_Task objective_
Check each line of the data below for the string "Otaviano", then state how many have it and nothing else.

Stored dataset items
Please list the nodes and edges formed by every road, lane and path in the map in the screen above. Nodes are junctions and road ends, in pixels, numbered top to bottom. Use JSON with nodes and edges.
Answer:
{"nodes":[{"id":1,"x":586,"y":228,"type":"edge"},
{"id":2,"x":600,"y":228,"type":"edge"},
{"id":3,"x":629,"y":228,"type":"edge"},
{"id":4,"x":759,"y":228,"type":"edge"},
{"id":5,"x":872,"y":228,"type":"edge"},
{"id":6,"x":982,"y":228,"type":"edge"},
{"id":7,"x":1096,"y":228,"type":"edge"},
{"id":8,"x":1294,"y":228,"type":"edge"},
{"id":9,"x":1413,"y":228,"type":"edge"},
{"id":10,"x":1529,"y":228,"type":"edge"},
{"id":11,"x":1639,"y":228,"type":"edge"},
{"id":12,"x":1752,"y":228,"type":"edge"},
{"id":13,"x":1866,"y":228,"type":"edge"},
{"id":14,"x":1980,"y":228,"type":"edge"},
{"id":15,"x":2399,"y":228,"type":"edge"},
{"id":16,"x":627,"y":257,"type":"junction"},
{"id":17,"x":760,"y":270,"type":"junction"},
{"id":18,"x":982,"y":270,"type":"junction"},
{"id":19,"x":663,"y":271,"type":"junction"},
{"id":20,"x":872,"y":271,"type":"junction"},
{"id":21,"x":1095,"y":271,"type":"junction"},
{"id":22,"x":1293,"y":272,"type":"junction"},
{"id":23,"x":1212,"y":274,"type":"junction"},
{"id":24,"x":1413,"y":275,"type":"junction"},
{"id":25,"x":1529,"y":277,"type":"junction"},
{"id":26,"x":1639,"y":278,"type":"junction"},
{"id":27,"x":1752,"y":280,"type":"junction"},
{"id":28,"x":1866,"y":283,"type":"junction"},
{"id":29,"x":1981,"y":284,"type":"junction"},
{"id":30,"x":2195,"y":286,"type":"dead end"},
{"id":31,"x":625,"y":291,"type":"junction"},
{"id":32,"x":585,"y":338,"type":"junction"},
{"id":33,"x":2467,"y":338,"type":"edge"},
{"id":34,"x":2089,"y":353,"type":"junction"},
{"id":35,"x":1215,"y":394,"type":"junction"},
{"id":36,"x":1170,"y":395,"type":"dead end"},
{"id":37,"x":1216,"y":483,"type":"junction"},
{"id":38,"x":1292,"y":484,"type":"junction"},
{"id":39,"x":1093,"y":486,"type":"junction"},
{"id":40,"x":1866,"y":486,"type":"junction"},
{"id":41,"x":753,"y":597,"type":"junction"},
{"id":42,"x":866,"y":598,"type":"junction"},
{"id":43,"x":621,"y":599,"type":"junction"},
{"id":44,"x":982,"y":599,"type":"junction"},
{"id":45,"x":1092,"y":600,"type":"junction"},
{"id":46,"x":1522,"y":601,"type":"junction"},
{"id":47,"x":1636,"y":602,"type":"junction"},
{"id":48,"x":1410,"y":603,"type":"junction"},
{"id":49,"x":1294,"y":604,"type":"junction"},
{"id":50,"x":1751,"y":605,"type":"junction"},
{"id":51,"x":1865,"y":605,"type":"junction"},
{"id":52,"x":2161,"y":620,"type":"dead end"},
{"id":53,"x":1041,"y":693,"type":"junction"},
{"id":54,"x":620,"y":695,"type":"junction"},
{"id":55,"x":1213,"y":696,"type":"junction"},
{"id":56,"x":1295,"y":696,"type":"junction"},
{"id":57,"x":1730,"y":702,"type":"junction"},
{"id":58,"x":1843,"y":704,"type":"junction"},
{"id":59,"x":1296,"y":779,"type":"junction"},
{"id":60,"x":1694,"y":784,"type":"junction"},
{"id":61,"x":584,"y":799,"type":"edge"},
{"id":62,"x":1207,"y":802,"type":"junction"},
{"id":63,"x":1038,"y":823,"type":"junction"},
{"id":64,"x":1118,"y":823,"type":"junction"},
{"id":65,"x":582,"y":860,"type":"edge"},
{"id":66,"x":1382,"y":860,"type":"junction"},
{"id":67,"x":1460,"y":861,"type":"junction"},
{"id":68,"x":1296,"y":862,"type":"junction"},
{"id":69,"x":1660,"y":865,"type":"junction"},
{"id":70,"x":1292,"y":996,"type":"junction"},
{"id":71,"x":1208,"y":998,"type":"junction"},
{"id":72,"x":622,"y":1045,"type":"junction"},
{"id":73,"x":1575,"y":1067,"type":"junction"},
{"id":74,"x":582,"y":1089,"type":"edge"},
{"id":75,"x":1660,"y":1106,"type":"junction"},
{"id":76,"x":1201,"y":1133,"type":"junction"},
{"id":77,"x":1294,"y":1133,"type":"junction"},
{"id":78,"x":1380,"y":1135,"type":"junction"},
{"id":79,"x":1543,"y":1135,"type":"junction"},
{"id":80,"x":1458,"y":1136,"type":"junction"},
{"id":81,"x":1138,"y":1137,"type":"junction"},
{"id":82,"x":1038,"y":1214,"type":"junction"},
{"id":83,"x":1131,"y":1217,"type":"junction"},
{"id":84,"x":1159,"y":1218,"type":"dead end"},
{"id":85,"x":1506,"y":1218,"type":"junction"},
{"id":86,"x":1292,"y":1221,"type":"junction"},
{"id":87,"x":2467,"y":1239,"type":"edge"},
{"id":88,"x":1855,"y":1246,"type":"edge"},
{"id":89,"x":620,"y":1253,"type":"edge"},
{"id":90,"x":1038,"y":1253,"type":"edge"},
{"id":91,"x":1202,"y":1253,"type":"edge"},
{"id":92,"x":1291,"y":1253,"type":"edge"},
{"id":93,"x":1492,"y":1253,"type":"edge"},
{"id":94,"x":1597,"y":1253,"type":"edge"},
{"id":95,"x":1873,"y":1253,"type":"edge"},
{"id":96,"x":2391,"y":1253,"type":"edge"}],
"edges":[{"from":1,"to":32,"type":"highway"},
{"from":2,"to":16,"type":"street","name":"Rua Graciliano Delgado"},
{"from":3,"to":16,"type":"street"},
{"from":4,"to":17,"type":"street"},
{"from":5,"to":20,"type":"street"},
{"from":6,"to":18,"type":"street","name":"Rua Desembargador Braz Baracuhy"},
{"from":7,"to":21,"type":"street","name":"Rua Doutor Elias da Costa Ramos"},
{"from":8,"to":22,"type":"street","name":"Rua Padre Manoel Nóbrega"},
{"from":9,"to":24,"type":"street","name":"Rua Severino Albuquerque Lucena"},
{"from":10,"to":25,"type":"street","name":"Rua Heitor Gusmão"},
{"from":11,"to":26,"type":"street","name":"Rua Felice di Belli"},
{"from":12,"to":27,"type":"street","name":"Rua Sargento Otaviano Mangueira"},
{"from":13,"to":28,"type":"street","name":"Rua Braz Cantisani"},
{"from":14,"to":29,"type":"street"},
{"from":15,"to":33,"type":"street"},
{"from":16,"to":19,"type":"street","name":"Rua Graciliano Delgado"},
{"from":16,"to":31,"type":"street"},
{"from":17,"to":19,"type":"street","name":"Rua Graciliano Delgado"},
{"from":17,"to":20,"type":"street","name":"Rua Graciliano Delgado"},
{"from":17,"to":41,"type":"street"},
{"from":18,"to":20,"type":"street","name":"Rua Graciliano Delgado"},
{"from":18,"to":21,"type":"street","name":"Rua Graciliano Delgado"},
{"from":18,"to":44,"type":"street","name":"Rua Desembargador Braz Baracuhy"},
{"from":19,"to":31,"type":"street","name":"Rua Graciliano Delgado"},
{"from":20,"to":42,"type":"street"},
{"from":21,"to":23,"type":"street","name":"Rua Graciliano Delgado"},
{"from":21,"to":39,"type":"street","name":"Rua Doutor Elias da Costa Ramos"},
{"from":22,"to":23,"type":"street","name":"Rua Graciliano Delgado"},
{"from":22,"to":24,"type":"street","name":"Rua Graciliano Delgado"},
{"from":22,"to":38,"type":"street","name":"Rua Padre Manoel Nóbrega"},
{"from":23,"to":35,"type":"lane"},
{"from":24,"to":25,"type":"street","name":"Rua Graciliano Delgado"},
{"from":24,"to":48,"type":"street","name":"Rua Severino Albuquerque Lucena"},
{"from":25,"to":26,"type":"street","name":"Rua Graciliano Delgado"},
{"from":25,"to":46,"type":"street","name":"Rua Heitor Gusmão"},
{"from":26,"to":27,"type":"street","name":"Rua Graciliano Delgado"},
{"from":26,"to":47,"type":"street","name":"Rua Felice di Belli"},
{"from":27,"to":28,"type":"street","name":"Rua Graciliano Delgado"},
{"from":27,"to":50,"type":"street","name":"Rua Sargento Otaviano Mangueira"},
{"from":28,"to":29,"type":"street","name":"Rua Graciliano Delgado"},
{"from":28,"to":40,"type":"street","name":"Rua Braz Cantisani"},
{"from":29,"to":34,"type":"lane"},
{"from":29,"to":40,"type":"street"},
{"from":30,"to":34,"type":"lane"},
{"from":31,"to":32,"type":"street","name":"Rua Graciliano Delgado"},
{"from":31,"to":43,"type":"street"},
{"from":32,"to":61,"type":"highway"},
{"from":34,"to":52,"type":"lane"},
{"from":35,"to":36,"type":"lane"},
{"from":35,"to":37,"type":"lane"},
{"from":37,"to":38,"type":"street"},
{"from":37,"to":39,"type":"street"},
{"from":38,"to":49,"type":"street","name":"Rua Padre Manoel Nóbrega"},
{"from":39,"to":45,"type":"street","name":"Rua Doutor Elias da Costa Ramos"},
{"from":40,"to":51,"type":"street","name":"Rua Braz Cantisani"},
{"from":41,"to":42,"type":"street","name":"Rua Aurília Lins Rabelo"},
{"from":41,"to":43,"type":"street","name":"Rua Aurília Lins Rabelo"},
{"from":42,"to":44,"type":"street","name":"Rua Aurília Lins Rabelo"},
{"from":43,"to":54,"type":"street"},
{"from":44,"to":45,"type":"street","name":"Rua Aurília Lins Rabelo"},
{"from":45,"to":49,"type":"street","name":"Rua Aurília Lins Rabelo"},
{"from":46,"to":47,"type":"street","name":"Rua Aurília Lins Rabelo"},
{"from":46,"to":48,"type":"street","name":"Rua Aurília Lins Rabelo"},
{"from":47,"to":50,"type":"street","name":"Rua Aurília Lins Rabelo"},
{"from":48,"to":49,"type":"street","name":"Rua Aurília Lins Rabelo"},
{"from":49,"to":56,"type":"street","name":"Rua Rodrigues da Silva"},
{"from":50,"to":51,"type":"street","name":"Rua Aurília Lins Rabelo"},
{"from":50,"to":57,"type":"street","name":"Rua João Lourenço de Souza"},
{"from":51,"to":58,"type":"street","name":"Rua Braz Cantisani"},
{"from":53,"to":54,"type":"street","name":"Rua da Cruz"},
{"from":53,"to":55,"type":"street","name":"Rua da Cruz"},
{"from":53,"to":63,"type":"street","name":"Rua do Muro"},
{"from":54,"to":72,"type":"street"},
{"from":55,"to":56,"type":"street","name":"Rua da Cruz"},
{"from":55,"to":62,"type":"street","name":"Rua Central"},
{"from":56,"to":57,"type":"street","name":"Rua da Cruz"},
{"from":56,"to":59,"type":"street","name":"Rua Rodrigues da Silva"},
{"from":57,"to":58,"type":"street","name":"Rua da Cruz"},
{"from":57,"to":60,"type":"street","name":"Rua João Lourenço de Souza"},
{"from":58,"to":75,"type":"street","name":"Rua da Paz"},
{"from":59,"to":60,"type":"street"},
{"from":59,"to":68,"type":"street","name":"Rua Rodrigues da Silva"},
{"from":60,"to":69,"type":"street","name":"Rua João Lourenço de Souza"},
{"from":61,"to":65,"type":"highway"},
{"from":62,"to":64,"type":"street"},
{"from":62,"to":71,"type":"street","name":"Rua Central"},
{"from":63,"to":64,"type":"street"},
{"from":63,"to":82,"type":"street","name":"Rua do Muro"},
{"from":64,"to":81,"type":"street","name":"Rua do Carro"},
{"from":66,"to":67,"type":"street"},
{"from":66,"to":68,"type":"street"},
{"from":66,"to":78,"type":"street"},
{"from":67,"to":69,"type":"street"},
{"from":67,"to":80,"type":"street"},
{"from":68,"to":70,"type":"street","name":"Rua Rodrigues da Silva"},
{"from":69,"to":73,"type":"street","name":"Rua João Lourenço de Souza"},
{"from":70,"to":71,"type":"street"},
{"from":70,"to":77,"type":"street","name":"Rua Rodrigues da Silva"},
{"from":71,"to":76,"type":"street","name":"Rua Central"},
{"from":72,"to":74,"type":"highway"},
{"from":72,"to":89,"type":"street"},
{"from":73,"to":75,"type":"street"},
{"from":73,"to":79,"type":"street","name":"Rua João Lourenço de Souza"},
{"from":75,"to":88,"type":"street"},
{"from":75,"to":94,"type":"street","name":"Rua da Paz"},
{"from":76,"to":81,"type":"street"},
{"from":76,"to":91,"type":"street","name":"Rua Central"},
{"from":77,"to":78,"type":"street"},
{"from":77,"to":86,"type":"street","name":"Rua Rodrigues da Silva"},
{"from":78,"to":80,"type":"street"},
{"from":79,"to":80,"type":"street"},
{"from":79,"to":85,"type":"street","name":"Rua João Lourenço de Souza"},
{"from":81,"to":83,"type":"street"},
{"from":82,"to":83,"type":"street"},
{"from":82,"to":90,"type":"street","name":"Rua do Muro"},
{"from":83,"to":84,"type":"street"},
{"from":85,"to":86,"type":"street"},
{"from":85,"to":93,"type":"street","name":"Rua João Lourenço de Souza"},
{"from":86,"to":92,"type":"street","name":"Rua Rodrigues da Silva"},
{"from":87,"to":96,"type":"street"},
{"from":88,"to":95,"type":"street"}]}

_Written response_
2